A review of fourteen studies on the subject in sub-Saharan Africa, covering insecticide-treated nets, residual spraying, chemoprophylaxis for children, chemoprophylaxis or intermittent treatment for pregnant women, a hypothetical vaccine, and changing the first line drug for treatment, found decision making limited by the gross lack of information on the costs and effects of many interventions, the very small number of cost-effectiveness analyses available, the lack of evidence on the costs and effects of packages of measures, and the problems in generalizing or comparing studies that relate to specific settings and use different methodologies and outcome measures. The two cost-effectiveness estimates of DDT residual spraying examined were not found to provide an accurate estimate of the cost-effectiveness of DDT spraying; furthermore, the resulting estimates may not be good predictors of cost-effectiveness in current programmes.[6]

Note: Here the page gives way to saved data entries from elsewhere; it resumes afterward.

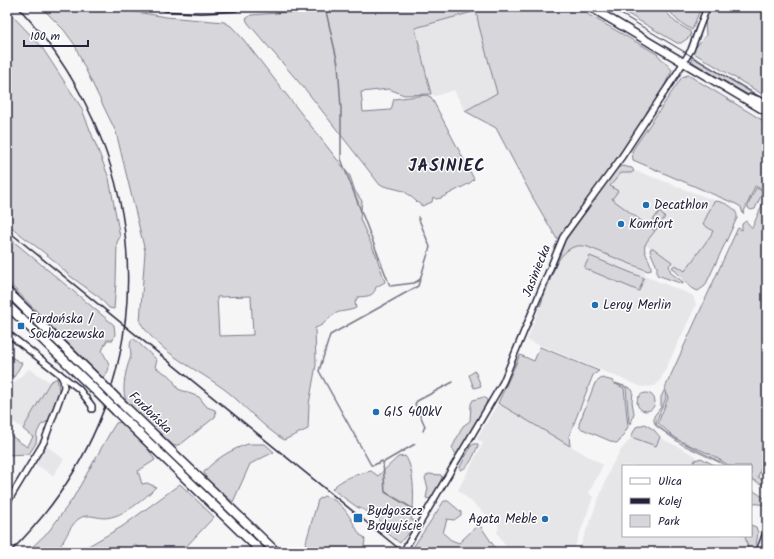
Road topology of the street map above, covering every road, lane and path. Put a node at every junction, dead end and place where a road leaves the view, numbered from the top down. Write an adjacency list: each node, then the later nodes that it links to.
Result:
1 (166, 7): 2 (street)
2 (235, 7)
3 (590, 7): 5 (street)
4 (707, 7): 5 (street, Jasiniecka)
5 (684, 62): 6 (street); 18 (street, Jasiniecka)
6 (715, 80): 7 (street); 8 (street)
7 (767, 104)
8 (767, 112)
9 (7, 291): 17 (main road, Fordońska, bridge)
10 (7, 305): 16 (main road, Fordońska, bridge)
11 (7, 333): 12 (street)
12 (60, 374): 13 (street); 14 (street)
13 (92, 409)
14 (7, 503)
15 (767, 533): 19 (street)
16 (262, 552)
17 (276, 552)
18 (403, 552)
19 (760, 552)

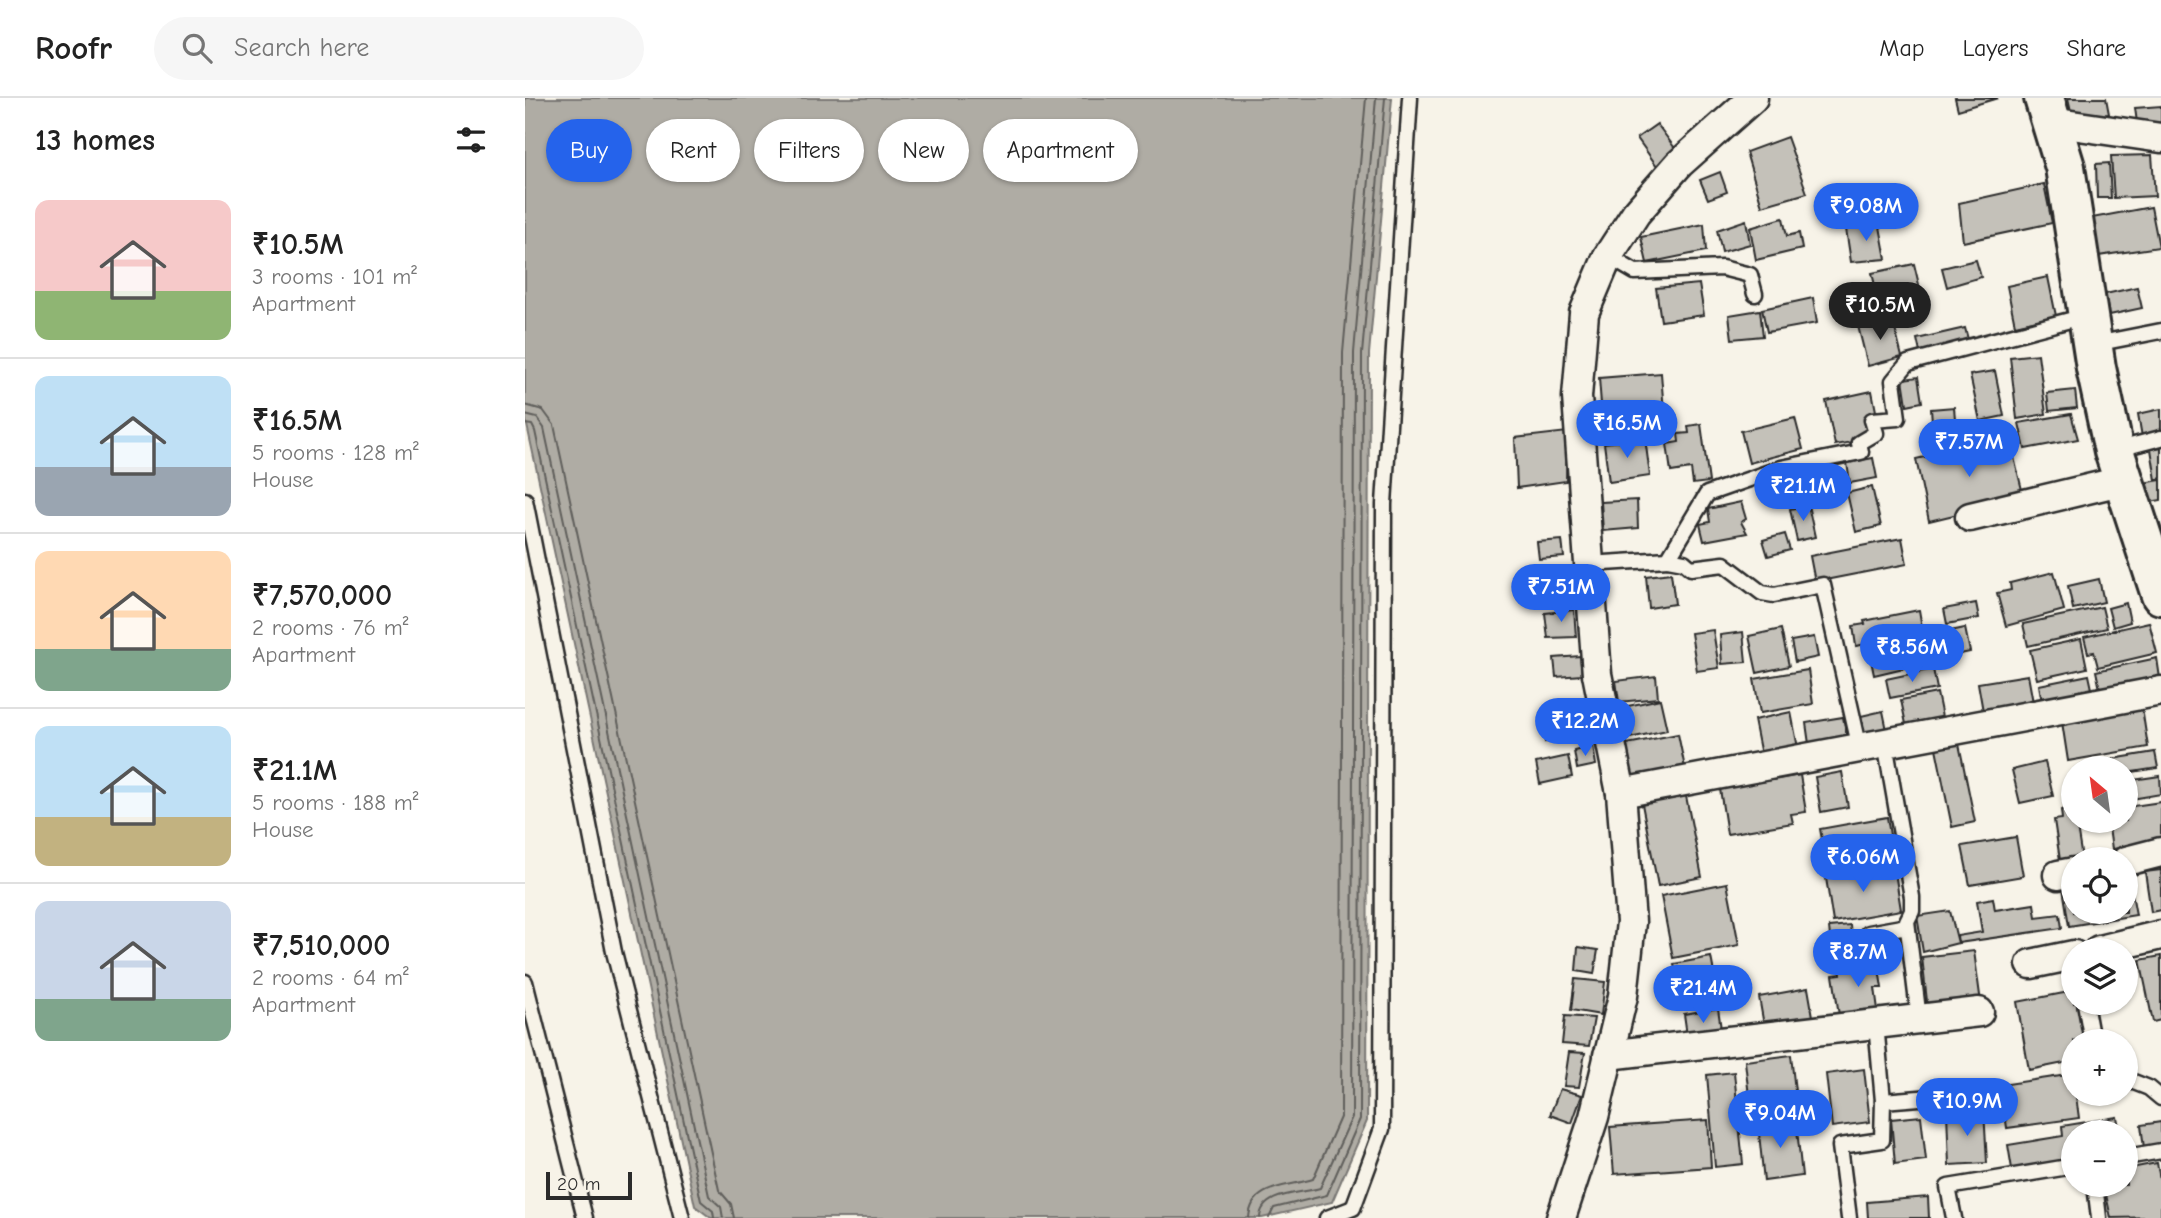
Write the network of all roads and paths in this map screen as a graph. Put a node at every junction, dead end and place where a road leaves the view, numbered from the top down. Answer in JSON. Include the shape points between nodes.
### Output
{"nodes":[{"id":1,"x":1410,"y":98,"type":"edge"},
{"id":2,"x":1753,"y":98,"type":"edge"},
{"id":3,"x":2048,"y":110,"type":"edge"},
{"id":4,"x":2161,"y":138,"type":"edge"},
{"id":5,"x":1608,"y":256,"type":"junction"},
{"id":6,"x":1755,"y":294,"type":"dead end"},
{"id":7,"x":2092,"y":330,"type":"junction"},
{"id":8,"x":2161,"y":331,"type":"edge"},
{"id":9,"x":2161,"y":438,"type":"edge"},
{"id":10,"x":2117,"y":466,"type":"junction"},
{"id":11,"x":525,"y":500,"type":"edge"},
{"id":12,"x":1970,"y":517,"type":"dead end"},
{"id":13,"x":1668,"y":559,"type":"junction"},
{"id":14,"x":1589,"y":564,"type":"junction"},
{"id":15,"x":2161,"y":595,"type":"edge"},
{"id":16,"x":2161,"y":691,"type":"edge"},
{"id":17,"x":1872,"y":746,"type":"junction"},
{"id":18,"x":1621,"y":793,"type":"junction"},
{"id":19,"x":2161,"y":852,"type":"edge"},
{"id":20,"x":2138,"y":858,"type":"edge"},
{"id":21,"x":1907,"y":926,"type":"junction"},
{"id":22,"x":1868,"y":933,"type":"dead end"},
{"id":23,"x":2161,"y":935,"type":"edge"},
{"id":24,"x":2138,"y":941,"type":"edge"},
{"id":25,"x":2061,"y":958,"type":"edge"},
{"id":26,"x":2031,"y":964,"type":"dead end"},
{"id":27,"x":525,"y":982,"type":"edge"},
{"id":28,"x":1979,"y":1012,"type":"dead end"},
{"id":29,"x":1919,"y":1019,"type":"junction"},
{"id":30,"x":1876,"y":1024,"type":"junction"},
{"id":31,"x":1608,"y":1055,"type":"junction"},
{"id":32,"x":2138,"y":1084,"type":"edge"},
{"id":33,"x":1980,"y":1093,"type":"dead end"},
{"id":34,"x":2161,"y":1098,"type":"edge"},
{"id":35,"x":1883,"y":1101,"type":"junction"},
{"id":36,"x":2161,"y":1151,"type":"edge"},
{"id":37,"x":2138,"y":1155,"type":"edge"},
{"id":38,"x":2061,"y":1168,"type":"edge"},
{"id":39,"x":2096,"y":1197,"type":"edge"},
{"id":40,"x":585,"y":1218,"type":"edge"},
{"id":41,"x":682,"y":1218,"type":"edge"},
{"id":42,"x":1327,"y":1218,"type":"edge"},
{"id":43,"x":1561,"y":1218,"type":"edge"},
{"id":44,"x":1849,"y":1218,"type":"edge"},
{"id":45,"x":1954,"y":1218,"type":"edge"},
{"id":46,"x":2099,"y":1218,"type":"edge"}],
"edges":[{"from":1,"to":42,"type":"lane","via":[[1384,504],[1381,1129],[1353,1208]]},
{"from":2,"to":5,"type":"street","via":[[1679,164],[1636,213]]},
{"from":3,"to":4,"type":"street"},
{"from":3,"to":7,"type":"main road","via":[[2065,167]]},
{"from":5,"to":6,"type":"lane","via":[[1635,272],[1722,268],[1750,275]]},
{"from":5,"to":14,"type":"street","via":[[1584,313],[1577,397]]},
{"from":7,"to":8,"type":"lane"},
{"from":7,"to":10,"type":"main road"},
{"from":7,"to":13,"type":"lane","via":[[1908,363],[1893,381],[1898,418],[1872,420],[1876,433],[1859,443],[1861,452],[1781,468],[1707,494]]},
{"from":9,"to":10,"type":"lane"},
{"from":10,"to":12,"type":"street"},
{"from":10,"to":15,"type":"main road"},
{"from":11,"to":41,"type":"lane","via":[[614,952]]},
{"from":13,"to":14,"type":"lane"},
{"from":13,"to":17,"type":"lane","via":[[1691,568],[1724,565],[1762,593],[1774,595],[1823,585]]},
{"from":14,"to":18,"type":"street","via":[[1597,674]]},
{"from":16,"to":17,"type":"street"},
{"from":17,"to":18,"type":"street"},
{"from":17,"to":21,"type":"lane","via":[[1912,897]]},
{"from":18,"to":31,"type":"street","via":[[1631,922],[1623,996]]},
{"from":19,"to":20,"type":"street"},
{"from":21,"to":22,"type":"lane"},
{"from":21,"to":29,"type":"lane"},
{"from":23,"to":24,"type":"street"},
{"from":25,"to":26,"type":"street"},
{"from":27,"to":40,"type":"lane"},
{"from":28,"to":29,"type":"street"},
{"from":29,"to":30,"type":"street"},
{"from":30,"to":31,"type":"street"},
{"from":30,"to":35,"type":"lane"},
{"from":31,"to":43,"type":"street","via":[[1585,1150]]},
{"from":32,"to":34,"type":"lane"},
{"from":33,"to":35,"type":"lane"},
{"from":35,"to":44,"type":"lane","via":[[1882,1140],[1840,1146]]},
{"from":36,"to":37,"type":"lane"},
{"from":38,"to":45,"type":"lane","via":[[1948,1187]]},
{"from":39,"to":46,"type":"lane"}]}
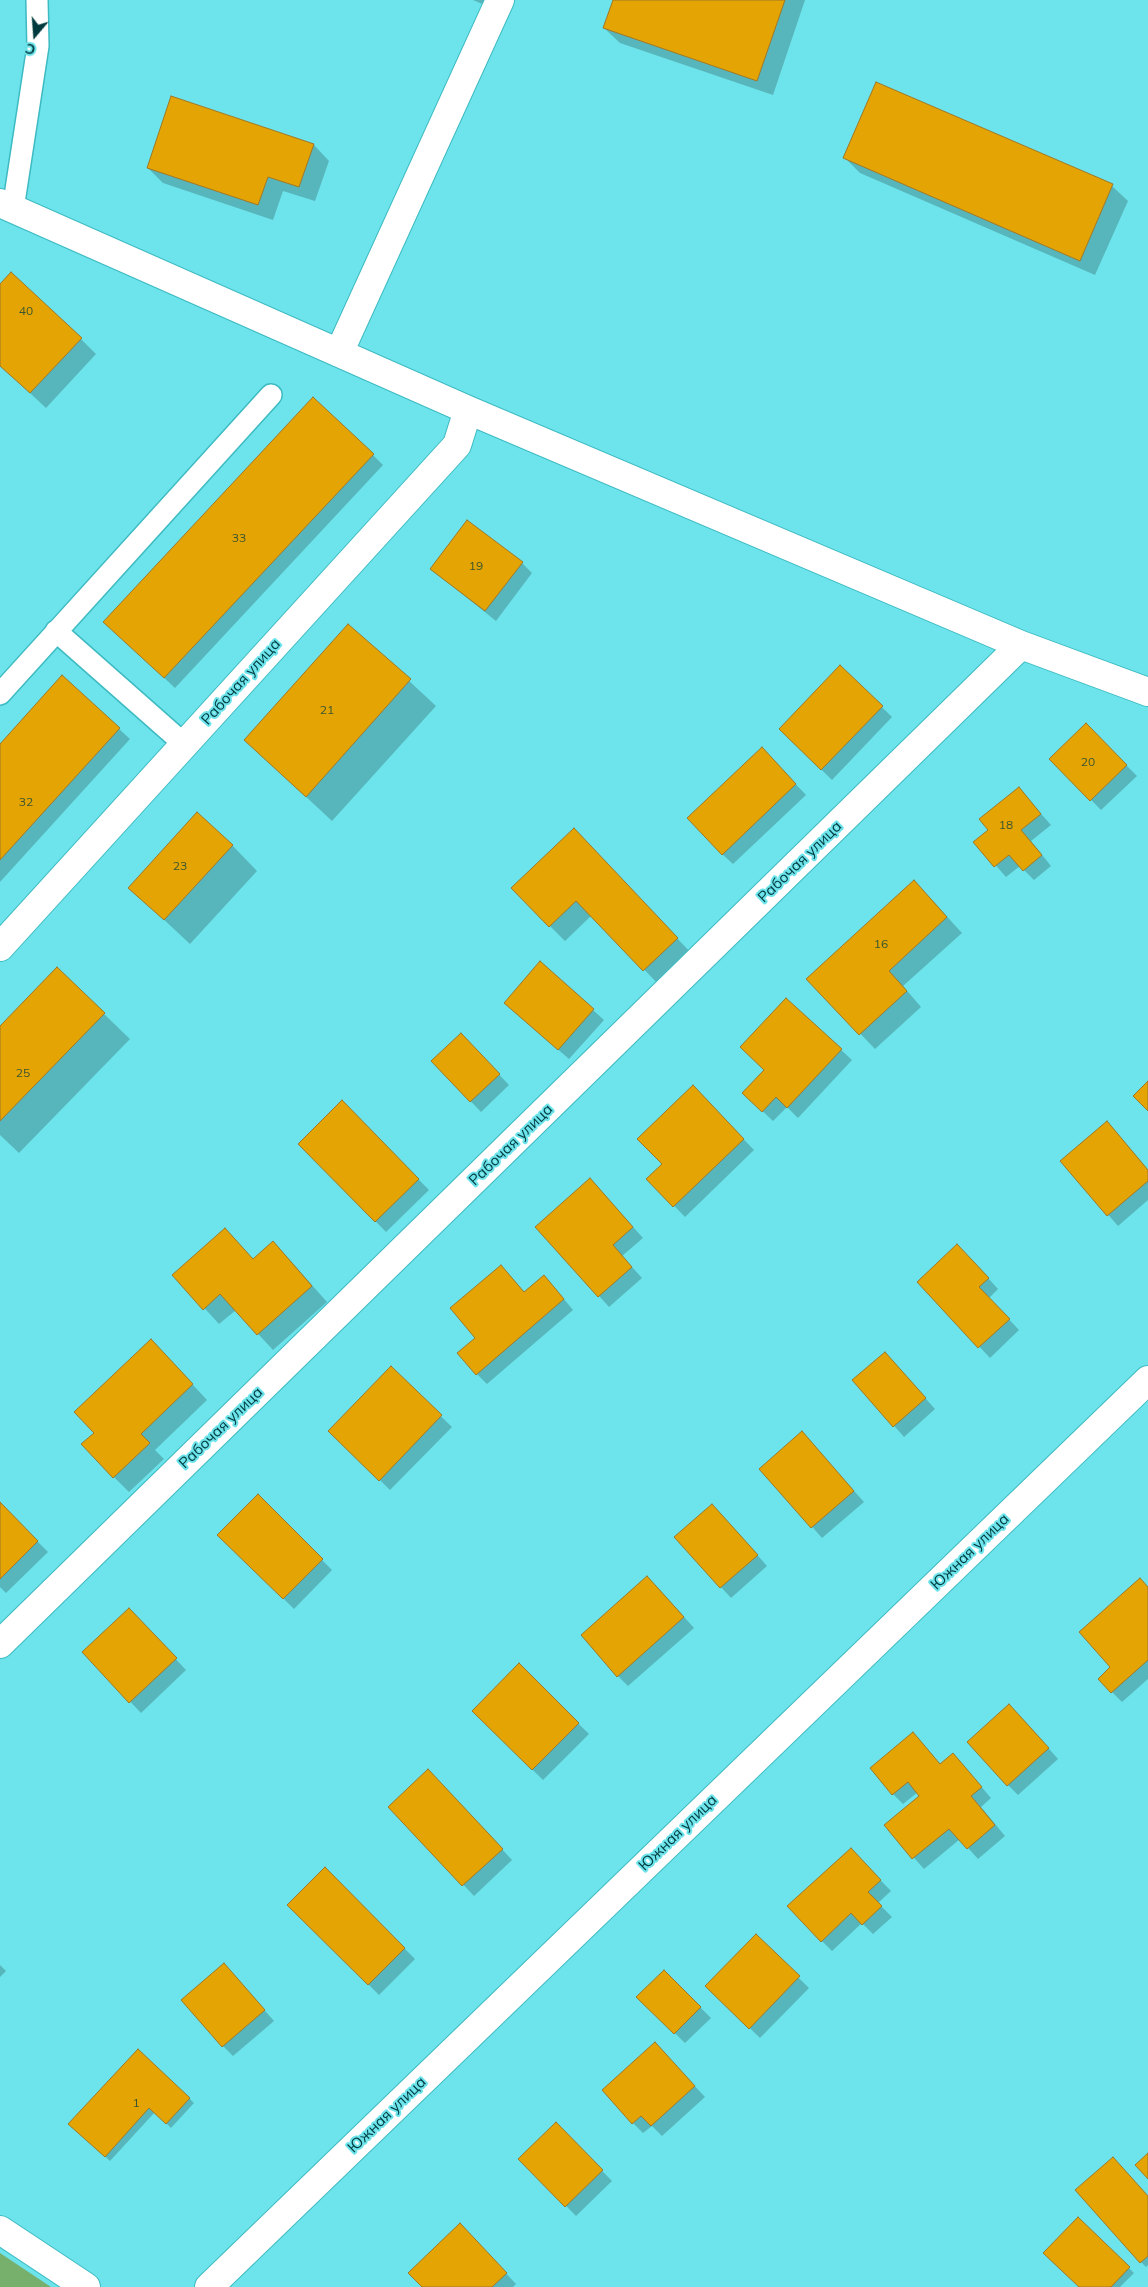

However, a study in Thailand found the cost per malaria case prevented of DDT spraying ($1.87 US) to be 21% greater than the cost per case prevented of lambdacyhalothrin-treated nets ($1.54 US),[7] at very least casting some doubt on the unexamined assumption that DDT was the most cost-effective measure to use in all cases. The director of Mexico's malaria control program finds similar results, declaring that it is 25% cheaper for Mexico to spray a house with synthetic pyrethroids than with DDT.[5] However, another study in South Africa found generally lower costs for DDT spraying than for impregnated nets.[8]

A more comprehensive approach to measuring cost-effectiveness or efficacy of malarial control would not only measure the cost in dollars of the project, as well as the number of people saved, but would also take into account the negative aspects of insecticide use on human health and ecological damage. One preliminary study regarding the effect of DDT found that it is likely the detriment to human health approaches or exceeds the beneficial reductions in malarial cases, except perhaps in malarial epidemic situations. It is similar to the earlier mentioned study regarding estimated theoretical infant mortality caused by DDT and subject to the criticism also mentioned earlier.[9]

A study in the Solomon Islands found that "although impregnated bed nets cannot entirely replace DDT spraying without substantial increase in incidence, their use permits reduced DDT spraying."[10]

A comparison of four successful programs against malaria in Brazil, India, Eritrea, and Vietnam does not endorse any single strategy but instead states "Common success factors included conducive country conditions, a targeted technical approach using a package of effective tools, data-driven decision-making, active leadership at all levels of government, involvement of communities, decentralized implementation and control of finances, skilled technical and managerial capacity at national and sub-national levels, hands-on technical and programmatic support from partner agencies, and sufficient and flexible financing."[11]

DDT resistant mosquitoes have generally proved susceptible to pyrethroids. Thus far, pyrethroid resistance in Anopheles has not been a major problem.[12]